- [Material for this task]:
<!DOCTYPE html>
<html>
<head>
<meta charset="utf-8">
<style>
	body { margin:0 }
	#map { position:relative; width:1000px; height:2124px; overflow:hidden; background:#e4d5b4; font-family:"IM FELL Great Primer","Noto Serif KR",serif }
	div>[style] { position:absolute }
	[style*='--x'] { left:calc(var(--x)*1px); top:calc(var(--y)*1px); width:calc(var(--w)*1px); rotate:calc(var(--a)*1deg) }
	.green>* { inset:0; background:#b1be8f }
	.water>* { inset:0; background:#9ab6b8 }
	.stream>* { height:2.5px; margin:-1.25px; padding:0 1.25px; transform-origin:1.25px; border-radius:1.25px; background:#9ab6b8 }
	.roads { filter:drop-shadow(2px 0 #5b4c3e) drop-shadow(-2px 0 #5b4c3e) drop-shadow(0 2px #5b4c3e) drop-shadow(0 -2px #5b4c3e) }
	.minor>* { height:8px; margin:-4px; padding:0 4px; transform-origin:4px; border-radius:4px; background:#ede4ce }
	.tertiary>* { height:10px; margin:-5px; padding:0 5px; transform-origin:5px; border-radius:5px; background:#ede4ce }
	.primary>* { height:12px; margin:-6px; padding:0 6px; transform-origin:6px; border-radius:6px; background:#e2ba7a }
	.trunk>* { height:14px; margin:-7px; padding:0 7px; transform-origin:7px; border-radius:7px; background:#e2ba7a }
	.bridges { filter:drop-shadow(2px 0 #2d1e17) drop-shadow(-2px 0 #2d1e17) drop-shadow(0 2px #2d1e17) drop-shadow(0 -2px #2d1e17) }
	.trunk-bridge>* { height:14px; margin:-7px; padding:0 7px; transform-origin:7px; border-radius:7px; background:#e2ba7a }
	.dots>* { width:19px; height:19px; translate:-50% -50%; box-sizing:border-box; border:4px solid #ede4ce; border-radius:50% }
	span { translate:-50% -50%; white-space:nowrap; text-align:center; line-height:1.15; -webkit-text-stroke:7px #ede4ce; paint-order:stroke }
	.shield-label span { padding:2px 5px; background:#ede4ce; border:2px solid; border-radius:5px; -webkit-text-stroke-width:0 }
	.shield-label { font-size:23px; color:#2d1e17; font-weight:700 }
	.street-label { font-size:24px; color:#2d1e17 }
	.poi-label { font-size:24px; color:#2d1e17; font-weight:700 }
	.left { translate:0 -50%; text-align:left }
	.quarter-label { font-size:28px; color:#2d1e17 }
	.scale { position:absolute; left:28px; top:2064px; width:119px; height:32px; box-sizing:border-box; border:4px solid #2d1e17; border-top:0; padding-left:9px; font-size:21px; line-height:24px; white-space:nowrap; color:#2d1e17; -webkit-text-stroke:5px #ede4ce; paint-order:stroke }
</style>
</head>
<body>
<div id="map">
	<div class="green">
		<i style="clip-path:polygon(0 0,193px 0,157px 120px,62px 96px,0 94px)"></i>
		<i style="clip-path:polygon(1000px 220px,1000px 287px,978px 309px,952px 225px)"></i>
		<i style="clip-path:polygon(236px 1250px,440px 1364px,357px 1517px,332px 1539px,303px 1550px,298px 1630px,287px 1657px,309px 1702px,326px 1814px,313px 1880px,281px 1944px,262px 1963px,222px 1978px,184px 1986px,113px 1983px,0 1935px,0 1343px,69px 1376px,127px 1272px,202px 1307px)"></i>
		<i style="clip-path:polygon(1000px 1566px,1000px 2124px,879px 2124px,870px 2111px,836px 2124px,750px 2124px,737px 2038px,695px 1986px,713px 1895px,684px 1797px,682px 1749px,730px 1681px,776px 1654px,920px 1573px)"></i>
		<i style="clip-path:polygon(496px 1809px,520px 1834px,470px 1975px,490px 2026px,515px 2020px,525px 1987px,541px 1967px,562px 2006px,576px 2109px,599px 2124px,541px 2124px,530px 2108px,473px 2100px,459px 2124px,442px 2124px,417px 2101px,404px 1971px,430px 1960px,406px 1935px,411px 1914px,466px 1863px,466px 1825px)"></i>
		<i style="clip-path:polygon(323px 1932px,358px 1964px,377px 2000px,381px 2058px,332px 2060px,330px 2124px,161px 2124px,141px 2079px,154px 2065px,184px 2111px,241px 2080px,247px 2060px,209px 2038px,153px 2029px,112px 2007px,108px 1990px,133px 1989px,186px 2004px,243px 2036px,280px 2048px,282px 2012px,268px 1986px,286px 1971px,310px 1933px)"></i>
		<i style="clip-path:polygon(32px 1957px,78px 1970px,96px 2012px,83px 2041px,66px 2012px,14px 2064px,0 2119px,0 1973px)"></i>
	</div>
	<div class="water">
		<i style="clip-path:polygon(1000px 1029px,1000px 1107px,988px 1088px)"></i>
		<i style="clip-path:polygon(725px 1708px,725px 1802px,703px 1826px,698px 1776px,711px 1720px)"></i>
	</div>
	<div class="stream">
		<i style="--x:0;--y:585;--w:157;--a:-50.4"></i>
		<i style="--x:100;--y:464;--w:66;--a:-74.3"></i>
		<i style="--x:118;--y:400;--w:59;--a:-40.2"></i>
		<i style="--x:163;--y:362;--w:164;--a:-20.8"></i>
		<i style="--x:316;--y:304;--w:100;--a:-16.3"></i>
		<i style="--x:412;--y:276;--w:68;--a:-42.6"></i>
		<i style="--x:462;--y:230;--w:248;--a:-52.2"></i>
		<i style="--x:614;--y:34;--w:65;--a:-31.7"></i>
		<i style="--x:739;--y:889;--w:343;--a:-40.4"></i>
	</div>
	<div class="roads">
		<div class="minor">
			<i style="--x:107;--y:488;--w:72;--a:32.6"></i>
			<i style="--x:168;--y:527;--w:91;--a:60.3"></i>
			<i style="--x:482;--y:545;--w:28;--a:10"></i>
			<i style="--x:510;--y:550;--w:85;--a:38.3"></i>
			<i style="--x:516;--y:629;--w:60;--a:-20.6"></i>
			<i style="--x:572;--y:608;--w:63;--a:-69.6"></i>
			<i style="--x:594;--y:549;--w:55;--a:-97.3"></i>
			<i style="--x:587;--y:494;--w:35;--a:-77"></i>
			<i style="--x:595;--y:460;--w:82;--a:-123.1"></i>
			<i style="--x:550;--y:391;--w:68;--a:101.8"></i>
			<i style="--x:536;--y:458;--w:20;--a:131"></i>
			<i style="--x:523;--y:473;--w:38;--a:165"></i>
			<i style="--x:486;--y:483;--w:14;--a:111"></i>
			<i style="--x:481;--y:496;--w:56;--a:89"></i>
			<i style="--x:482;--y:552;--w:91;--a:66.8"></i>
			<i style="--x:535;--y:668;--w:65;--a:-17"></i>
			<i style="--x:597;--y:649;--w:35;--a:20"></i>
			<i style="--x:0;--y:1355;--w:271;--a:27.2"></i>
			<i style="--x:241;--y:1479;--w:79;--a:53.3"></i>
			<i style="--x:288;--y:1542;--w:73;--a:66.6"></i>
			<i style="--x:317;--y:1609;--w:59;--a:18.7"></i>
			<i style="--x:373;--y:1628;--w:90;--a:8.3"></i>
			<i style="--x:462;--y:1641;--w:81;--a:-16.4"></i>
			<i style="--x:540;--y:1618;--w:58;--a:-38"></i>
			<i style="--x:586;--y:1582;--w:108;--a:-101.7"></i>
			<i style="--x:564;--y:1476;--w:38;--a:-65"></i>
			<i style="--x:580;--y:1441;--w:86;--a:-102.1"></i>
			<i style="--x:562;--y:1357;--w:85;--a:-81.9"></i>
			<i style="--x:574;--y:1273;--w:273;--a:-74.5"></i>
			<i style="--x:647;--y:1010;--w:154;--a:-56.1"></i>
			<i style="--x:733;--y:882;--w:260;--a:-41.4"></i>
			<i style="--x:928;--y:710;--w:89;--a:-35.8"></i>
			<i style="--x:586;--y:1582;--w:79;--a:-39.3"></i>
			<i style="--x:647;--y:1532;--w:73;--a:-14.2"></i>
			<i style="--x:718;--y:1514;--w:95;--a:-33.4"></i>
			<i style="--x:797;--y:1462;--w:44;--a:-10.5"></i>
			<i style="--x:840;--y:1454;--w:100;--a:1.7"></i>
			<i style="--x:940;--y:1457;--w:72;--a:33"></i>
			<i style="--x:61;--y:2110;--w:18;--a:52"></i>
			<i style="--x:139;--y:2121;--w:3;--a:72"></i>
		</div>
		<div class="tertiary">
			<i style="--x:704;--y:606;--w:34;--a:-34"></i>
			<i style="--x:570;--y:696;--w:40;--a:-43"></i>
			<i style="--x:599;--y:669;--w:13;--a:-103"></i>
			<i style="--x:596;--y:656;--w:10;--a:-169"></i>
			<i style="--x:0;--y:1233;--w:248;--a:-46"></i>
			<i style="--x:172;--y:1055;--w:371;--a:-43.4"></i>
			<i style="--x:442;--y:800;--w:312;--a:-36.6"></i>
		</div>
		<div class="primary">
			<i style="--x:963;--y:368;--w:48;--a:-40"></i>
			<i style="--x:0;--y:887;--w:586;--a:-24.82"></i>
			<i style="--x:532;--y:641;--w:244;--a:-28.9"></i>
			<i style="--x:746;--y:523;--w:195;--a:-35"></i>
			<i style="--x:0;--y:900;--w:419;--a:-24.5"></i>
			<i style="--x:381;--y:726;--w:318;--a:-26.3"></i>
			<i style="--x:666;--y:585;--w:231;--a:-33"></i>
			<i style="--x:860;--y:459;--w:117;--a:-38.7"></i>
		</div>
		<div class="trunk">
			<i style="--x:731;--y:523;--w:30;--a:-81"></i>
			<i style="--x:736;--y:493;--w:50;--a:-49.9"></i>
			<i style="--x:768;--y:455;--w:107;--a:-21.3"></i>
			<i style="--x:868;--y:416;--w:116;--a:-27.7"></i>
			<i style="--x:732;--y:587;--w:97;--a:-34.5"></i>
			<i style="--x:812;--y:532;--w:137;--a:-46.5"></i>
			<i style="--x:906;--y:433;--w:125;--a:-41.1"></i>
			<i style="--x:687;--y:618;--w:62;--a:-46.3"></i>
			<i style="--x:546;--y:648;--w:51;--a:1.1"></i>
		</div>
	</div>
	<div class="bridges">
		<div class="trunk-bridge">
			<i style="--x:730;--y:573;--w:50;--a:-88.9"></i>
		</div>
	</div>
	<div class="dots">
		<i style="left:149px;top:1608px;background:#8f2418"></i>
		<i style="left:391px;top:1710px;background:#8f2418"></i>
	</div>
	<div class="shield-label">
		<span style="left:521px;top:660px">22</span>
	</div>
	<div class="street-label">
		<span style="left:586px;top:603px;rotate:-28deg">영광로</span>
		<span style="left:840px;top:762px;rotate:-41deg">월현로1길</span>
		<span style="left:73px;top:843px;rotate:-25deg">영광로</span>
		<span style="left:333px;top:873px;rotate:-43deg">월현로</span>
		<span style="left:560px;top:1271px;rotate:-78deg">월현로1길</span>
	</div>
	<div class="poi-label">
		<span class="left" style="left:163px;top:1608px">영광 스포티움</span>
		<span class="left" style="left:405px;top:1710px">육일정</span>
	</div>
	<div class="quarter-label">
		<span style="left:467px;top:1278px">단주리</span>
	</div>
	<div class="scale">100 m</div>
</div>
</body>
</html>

- [Problem description]: In the entries above, the lines between the one holding "height:8px; margin:-4px; padding:0" and the one holding "width:19px; height:19px; translate:-50%", inclusive, are to be printed exactly as written, and those alone.

- [Result]:
	.minor>* { height:8px; margin:-4px; padding:0 4px; transform-origin:4px; border-radius:4px; background:#ede4ce }
	.tertiary>* { height:10px; margin:-5px; padding:0 5px; transform-origin:5px; border-radius:5px; background:#ede4ce }
	.primary>* { height:12px; margin:-6px; padding:0 6px; transform-origin:6px; border-radius:6px; background:#e2ba7a }
	.trunk>* { height:14px; margin:-7px; padding:0 7px; transform-origin:7px; border-radius:7px; background:#e2ba7a }
	.bridges { filter:drop-shadow(2px 0 #2d1e17) drop-shadow(-2px 0 #2d1e17) drop-shadow(0 2px #2d1e17) drop-shadow(0 -2px #2d1e17) }
	.trunk-bridge>* { height:14px; margin:-7px; padding:0 7px; transform-origin:7px; border-radius:7px; background:#e2ba7a }
	.dots>* { width:19px; height:19px; translate:-50% -50%; box-sizing:border-box; border:4px solid #ede4ce; border-radius:50% }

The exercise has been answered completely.